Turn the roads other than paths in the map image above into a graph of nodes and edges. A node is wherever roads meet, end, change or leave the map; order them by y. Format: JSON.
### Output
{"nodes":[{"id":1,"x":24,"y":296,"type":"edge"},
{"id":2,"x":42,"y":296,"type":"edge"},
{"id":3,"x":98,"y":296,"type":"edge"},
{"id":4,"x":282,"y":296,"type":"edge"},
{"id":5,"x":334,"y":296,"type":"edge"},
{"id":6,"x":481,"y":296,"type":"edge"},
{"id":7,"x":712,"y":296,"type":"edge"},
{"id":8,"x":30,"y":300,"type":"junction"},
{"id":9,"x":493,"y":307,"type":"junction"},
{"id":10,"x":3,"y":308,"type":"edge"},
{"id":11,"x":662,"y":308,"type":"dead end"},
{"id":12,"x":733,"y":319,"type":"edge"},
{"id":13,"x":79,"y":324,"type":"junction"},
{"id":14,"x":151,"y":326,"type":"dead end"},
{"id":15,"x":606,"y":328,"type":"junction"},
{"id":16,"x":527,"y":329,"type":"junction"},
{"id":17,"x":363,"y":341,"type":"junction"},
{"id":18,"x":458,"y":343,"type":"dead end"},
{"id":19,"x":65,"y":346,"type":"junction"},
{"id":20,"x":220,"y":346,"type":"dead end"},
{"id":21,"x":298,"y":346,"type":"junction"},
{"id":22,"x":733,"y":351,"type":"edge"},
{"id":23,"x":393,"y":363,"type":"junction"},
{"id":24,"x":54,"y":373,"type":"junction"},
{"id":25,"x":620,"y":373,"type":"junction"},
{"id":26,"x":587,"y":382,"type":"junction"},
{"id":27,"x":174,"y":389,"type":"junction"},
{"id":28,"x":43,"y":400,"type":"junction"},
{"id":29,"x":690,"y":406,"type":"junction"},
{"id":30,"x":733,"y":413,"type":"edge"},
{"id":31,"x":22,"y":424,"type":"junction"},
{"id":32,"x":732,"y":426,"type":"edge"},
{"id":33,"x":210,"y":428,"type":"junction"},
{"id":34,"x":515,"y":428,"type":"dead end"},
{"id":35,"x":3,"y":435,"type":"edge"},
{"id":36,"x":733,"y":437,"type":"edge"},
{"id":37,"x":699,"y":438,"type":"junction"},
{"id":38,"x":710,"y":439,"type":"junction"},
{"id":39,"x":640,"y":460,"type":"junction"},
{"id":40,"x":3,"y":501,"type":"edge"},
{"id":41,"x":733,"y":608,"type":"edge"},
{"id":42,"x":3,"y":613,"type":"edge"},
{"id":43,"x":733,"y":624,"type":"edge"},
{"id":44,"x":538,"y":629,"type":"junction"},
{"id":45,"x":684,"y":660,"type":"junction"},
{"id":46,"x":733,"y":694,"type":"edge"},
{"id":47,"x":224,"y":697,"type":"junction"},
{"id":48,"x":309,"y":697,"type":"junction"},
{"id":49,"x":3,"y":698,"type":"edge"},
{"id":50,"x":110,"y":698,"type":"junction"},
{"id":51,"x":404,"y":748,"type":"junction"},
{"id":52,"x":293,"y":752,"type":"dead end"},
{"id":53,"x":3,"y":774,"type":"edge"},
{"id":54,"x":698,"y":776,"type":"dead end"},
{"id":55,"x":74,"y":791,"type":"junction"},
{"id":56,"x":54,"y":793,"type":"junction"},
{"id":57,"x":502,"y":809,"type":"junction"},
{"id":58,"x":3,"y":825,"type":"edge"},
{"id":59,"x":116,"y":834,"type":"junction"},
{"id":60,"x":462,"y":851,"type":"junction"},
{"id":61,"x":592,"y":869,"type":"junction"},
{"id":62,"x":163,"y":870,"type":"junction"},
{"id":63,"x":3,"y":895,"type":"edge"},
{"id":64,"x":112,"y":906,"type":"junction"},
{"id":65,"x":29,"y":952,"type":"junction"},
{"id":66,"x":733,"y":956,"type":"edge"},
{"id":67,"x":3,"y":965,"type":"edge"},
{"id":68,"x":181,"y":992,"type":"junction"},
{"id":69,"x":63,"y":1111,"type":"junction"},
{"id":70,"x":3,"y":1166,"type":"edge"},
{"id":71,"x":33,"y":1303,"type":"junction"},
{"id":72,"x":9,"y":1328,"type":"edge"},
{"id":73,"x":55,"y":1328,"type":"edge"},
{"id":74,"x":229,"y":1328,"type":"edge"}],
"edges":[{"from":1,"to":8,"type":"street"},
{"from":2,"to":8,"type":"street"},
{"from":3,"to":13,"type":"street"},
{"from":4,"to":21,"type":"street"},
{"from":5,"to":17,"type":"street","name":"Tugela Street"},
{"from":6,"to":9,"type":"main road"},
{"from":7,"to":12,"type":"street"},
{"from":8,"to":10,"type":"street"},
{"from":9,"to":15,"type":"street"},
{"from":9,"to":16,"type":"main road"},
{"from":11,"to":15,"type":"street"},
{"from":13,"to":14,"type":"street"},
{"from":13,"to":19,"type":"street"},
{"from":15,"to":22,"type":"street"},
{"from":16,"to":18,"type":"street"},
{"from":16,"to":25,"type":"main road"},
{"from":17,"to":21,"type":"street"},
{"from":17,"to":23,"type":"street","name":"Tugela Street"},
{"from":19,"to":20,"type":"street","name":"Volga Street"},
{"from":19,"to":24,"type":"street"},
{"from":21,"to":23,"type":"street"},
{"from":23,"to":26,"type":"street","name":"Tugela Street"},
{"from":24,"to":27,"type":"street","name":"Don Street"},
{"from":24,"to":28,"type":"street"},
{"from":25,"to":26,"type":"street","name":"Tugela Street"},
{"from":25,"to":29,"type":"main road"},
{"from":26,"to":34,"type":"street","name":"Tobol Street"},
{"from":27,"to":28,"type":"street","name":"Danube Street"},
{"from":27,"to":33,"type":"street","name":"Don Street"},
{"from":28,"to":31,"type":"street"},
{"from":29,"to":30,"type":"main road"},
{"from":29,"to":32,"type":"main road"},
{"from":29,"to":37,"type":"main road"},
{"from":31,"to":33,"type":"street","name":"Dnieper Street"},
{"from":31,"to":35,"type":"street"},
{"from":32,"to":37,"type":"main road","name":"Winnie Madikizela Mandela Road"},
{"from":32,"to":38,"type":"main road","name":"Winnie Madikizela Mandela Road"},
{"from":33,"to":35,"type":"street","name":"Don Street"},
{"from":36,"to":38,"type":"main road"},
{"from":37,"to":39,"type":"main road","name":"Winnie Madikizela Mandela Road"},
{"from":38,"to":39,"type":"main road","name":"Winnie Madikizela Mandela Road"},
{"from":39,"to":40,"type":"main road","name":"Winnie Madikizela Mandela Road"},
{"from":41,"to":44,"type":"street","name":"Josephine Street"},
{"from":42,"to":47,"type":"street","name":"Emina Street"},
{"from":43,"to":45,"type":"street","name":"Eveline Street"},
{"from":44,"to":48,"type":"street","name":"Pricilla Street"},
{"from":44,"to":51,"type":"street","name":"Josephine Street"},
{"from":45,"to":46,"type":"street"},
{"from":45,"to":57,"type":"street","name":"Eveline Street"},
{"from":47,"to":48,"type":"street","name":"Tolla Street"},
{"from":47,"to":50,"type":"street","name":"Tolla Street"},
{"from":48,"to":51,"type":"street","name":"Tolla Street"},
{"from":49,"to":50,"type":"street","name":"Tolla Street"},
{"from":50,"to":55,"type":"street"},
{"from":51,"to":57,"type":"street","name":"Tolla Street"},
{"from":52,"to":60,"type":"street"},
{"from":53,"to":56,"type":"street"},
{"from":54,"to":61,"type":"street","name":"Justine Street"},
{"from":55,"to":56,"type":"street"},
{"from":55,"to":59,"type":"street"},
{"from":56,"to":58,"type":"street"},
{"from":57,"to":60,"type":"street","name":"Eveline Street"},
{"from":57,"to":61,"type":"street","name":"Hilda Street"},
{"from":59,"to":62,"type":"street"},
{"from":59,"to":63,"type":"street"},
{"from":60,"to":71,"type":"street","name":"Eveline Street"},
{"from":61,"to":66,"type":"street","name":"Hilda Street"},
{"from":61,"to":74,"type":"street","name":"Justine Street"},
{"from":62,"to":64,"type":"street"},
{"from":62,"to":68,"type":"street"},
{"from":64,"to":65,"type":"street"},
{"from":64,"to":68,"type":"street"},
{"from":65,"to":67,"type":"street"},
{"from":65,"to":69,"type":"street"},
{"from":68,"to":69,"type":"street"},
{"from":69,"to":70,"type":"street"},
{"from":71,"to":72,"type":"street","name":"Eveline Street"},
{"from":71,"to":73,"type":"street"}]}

--------------------

- THE TASK:
Find every line above where the word "Hilda" occurs, and copy that line.

- RESULT FOR THIS EXERCISE:
{"from":57,"to":61,"type":"street","name":"Hilda Street"},
{"from":61,"to":66,"type":"street","name":"Hilda Street"},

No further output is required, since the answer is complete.